◆ **Problem statement**: The records sit below. Return every line in them that holds the word "numbered".

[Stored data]
:::::

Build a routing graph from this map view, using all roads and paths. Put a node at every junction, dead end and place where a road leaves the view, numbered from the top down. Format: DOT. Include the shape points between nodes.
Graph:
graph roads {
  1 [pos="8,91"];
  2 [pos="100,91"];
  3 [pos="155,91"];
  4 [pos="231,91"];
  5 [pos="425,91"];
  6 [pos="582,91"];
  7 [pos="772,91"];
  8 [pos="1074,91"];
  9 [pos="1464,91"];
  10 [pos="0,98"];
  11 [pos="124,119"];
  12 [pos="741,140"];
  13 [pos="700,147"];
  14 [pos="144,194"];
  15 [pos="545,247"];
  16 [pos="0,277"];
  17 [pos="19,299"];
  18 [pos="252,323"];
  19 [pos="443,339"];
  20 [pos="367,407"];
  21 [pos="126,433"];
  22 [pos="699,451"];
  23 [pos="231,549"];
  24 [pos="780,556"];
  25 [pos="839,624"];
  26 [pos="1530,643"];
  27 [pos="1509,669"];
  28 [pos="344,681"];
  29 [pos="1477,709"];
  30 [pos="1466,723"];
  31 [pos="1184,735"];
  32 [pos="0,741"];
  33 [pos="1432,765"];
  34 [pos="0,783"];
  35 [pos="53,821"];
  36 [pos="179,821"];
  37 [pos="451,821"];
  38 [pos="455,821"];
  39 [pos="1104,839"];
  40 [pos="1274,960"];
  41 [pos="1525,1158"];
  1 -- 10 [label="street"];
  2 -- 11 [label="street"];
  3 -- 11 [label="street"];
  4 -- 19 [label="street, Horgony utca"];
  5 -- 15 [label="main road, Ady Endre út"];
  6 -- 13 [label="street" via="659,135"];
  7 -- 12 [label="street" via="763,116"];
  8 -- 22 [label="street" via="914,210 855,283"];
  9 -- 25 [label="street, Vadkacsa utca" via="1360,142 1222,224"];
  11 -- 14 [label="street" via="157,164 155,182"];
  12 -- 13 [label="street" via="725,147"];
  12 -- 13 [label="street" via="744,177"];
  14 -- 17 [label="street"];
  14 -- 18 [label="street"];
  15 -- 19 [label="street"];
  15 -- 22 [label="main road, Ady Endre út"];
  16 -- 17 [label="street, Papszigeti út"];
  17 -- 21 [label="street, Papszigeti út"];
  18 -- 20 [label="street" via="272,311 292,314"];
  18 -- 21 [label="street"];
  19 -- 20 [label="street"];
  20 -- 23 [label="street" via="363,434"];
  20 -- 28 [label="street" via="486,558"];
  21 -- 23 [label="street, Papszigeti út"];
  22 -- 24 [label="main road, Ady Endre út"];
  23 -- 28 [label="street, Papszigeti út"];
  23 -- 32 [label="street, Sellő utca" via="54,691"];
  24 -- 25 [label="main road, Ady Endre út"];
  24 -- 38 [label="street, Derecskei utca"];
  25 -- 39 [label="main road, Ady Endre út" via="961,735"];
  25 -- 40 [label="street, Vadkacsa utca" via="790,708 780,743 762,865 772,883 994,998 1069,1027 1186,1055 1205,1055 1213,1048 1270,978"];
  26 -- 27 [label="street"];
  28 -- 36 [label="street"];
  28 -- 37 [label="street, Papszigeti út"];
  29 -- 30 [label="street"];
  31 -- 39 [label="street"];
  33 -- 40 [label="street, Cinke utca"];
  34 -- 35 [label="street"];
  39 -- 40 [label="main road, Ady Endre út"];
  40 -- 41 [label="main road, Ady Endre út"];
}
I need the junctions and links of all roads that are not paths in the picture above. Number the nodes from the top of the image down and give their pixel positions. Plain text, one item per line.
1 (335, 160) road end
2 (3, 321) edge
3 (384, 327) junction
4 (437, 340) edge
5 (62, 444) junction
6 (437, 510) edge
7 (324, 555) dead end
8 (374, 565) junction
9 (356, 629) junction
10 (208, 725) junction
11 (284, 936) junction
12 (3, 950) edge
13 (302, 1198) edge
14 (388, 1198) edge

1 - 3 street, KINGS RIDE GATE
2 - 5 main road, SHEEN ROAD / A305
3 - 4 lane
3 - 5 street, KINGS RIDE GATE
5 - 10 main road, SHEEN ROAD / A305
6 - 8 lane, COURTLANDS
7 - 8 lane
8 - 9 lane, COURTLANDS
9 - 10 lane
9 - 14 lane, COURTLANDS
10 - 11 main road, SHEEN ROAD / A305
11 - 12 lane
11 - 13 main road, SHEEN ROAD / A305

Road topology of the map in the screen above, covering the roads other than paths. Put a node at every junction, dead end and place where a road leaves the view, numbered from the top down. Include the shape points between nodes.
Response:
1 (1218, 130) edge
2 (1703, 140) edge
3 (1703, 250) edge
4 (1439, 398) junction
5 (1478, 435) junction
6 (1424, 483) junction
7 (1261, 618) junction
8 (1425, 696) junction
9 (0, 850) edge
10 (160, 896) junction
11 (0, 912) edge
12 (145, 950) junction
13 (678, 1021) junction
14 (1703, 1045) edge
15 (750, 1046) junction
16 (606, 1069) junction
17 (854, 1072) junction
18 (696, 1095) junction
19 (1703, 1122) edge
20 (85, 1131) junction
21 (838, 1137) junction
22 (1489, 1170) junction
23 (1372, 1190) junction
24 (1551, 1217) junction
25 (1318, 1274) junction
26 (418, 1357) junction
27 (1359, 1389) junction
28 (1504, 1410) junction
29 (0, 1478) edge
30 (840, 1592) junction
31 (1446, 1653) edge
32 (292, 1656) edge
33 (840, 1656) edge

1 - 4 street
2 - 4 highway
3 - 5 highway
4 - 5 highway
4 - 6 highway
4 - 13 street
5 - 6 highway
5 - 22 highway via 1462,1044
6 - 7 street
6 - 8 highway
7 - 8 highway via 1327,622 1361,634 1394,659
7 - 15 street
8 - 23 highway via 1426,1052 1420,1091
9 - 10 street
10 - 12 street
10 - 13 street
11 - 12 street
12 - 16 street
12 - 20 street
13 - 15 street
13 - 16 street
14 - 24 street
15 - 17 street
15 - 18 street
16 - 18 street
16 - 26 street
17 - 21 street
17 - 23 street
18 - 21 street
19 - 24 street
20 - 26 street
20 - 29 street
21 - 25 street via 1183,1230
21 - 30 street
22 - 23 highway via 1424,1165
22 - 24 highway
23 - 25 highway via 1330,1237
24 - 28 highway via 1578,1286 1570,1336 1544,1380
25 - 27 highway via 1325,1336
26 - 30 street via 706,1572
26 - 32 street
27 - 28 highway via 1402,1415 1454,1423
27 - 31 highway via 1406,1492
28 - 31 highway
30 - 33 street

:::::

◆ **Solution to this task**:
Build a routing graph from this map view, using all roads and paths. Put a node at every junction, dead end and place where a road leaves the view, numbered from the top down. Format: DOT. Include the shape points between nodes.
Road topology of the map in the screen above, covering the roads other than paths. Put a node at every junction, dead end and place where a road leaves the view, numbered from the top down. Include the shape points between nodes.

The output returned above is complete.